Crypto has reached a milestone in its institutional adoption journey that most in the space would like to detour around.

“This is the first real quarter where you hear these companies actively bringing up crypto as a reason for lost revenue,” said Griffin McShane, head of insights and communications at MPCH Labs.

But crypto companies had to be intertwined with other tech companies for this revenue shortfall to happen in the first place.

In 2018’s crypto winter, Google exceeded revenue expectations, regardless of whether crypto companies bought ads. But as venture capital and talented young coders created excitement around the potential of blockchain, the rest of the tech economy had no choice but to move to crypto. In 2022, crypto and tech prices tend to move in sync.

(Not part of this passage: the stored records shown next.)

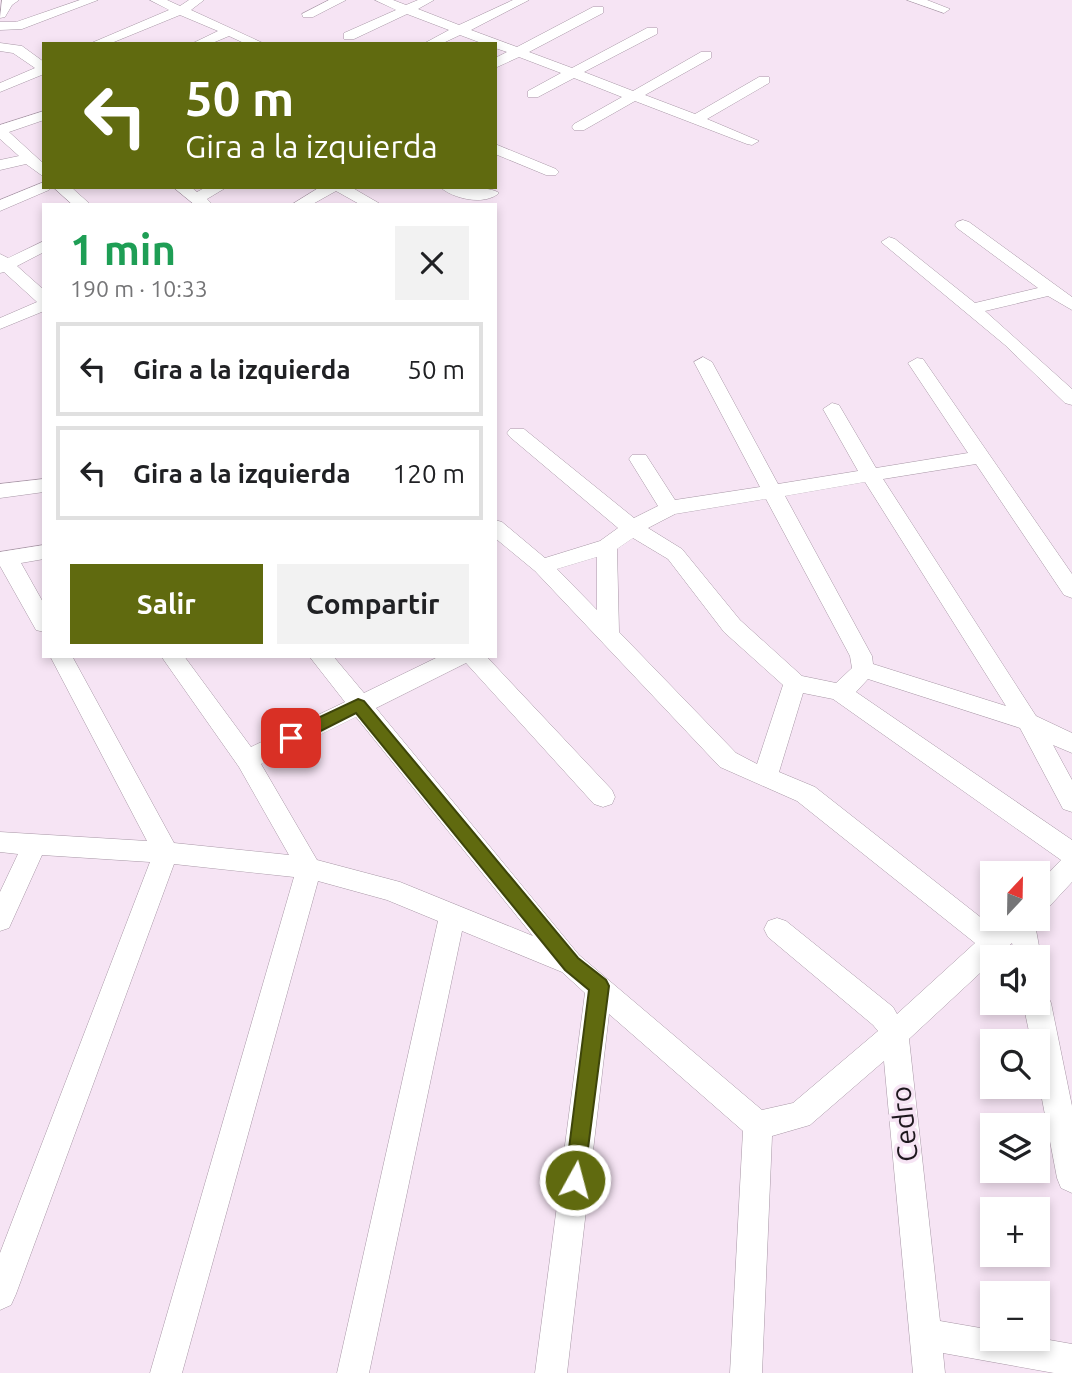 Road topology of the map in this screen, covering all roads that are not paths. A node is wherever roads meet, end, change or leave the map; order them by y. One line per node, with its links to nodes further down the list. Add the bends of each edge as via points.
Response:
1 (92, 0): 14 (street, via 17,26)
2 (156, 0): 10 (street)
3 (198, 0): 10 (street)
4 (340, 0): 13 (street)
5 (381, 0): 11 (street)
6 (428, 0): 11 (street)
7 (523, 0): 15 (street)
8 (913, 0): 9 (street)
9 (944, 9)
10 (182, 10): 16 (street); 19 (street)
11 (408, 10): 15 (street); 18 (street)
12 (598, 10): 26 (street)
13 (309, 14)
14 (0, 26)
15 (461, 30): 22 (street); 23 (street)
16 (230, 31): 20 (street); 21 (street)
17 (652, 31): 31 (street)
18 (349, 36)
19 (101, 42)
20 (203, 42)
21 (254, 42)
22 (434, 42)
23 (492, 42)
24 (497, 44): 26 (street)
25 (0, 47): 29 (street, via 17,49)
26 (517, 52): 28 (street); 31 (street)
27 (706, 55): 35 (street)
28 (497, 63)
29 (42, 67)
30 (42, 69): 33 (street)
31 (572, 74): 34 (street); 35 (street)
32 (764, 80): 37 (street)
33 (0, 88)
34 (533, 94)
35 (634, 97): 37 (street); 38 (street)
36 (42, 116): 39 (street)
37 (695, 120): 40 (street)
38 (579, 127)
39 (0, 130): 42 (street)
40 (752, 141)
41 (497, 149): 45 (street)
42 (28, 159): 43 (street); 44 (street)
43 (0, 165)
44 (42, 170)
45 (551, 172)
46 (42, 188): 58 (street)
47 (63, 189): 55 (street)
48 (184, 189): 54 (street)
49 (216, 189): 54 (street)
50 (328, 189): 56 (street)
51 (343, 189): 57 (street)
52 (454, 189): 53 (street, via 471,195)
53 (491, 193)
54 (200, 202)
55 (81, 203)
56 (303, 203)
57 (370, 203)
58 (0, 205)
59 (963, 225): 63 (street)
60 (889, 242): 67 (street)
61 (42, 247): 62 (street)
62 (2, 264): 64 (street)
63 (1051, 289): 65 (street); 67 (street)
64 (42, 297)
65 (1072, 305)
66 (42, 307): 68 (street)
67 (973, 309): 71 (street)
68 (0, 324)
69 (703, 362): 79 (street)
70 (917, 363): 74 (street)
71 (1072, 399)
72 (832, 409): 76 (street)
73 (517, 433): 81 (street)
74 (981, 457): 76 (street); 87 (street)
75 (639, 459): 80 (street)
76 (871, 476): 79 (street); 99 (street)
77 (42, 485): 78 (street)
78 (0, 491)
79 (774, 491): 80 (street); 95 (street, via 861,656)
80 (670, 508): 81 (street)
81 (632, 528): 83 (street); 96 (street, via 676,554 732,626)
82 (497, 529): 86 (street)
83 (607, 546): 86 (street); 89 (street)
84 (42, 552): 85 (street)
85 (4, 559): 88 (street)
86 (542, 566): 89 (street)
87 (1072, 590)
88 (42, 621)
89 (608, 637): 102 (street, via 728,760 743,770)
90 (62, 658): 107 (street)
91 (173, 658): 101 (street)
92 (322, 658): 98 (street)
93 (457, 658): 98 (street)
94 (474, 658): 103 (street)
95 (863, 669): 97 (street); 99 (street)
96 (795, 683): 97 (street); 102 (street)
97 (839, 692): 108 (street)
98 (358, 705): 101 (street); 117 (street)
99 (1028, 722): 100 (street); 104 (street)
100 (1072, 744)
101 (247, 760): 110 (street)
102 (766, 775): 116 (street, via 806,794)
103 (603, 797)
104 (1072, 802)
105 (0, 842): 106 (street)
106 (35, 844): 107 (street); 113 (street)
107 (166, 853): 110 (street); 123 (street)
108 (1072, 854)
109 (1072, 865): 111 (street)
110 (309, 868): 112 (street, via 391,890); 126 (street)
111 (1050, 888)
112 (453, 914): 117 (street); 127 (street)
113 (0, 920)
114 (777, 929): 120 (street, via 883,1016)
115 (1006, 931): 116 (street)
116 (993, 942): 120 (street)
117 (571, 964): 118 (street)
118 (599, 986): 121 (street); 128 (street)
119 (1039, 1015): 122 (street)
120 (895, 1034): 121 (street, via 800,1115); 124 (street, Cedro)
121 (758, 1125): 129 (street)
122 (1072, 1178)
123 (0, 1294)
124 (925, 1334): 125 (street); 130 (street, Cedro)
125 (1072, 1360)
126 (166, 1373)
127 (354, 1373)
128 (551, 1373)
129 (746, 1373)
130 (929, 1373)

“If you run a profit-focused [tech] operation, you have to support blockchain and digital assets, because that seems to be where we are going,” said David Tawil, CEO of ProChain Capital.

Crypto’s transition into the mainstream has been fragmented and marked by unimpressive trading returns in 2022. Bitcoin mining, the original crypto-technology integration, was 80% less profitable on Monday compared to a year ago.

But tech companies appear to be headed in crypto’s direction, despite the revenue headaches. Meta and Reddit integrate NFTs into their platforms. Google Cloud Launches New Partnerships with Ethereum and Solana Communities.

Companies further from Web3 development are likely to be less affected by crypto’s rise and fall. Caterpillar, for example, hasn’t shown much desire to move production to the blockchain, and metaverse real estate doesn’t need heavy equipment to build.

But in the tech sector, a world where every company partially sees itself as a crypto company may not be too far off.

“In a lot of ways, I think we’re already there,” McShane said.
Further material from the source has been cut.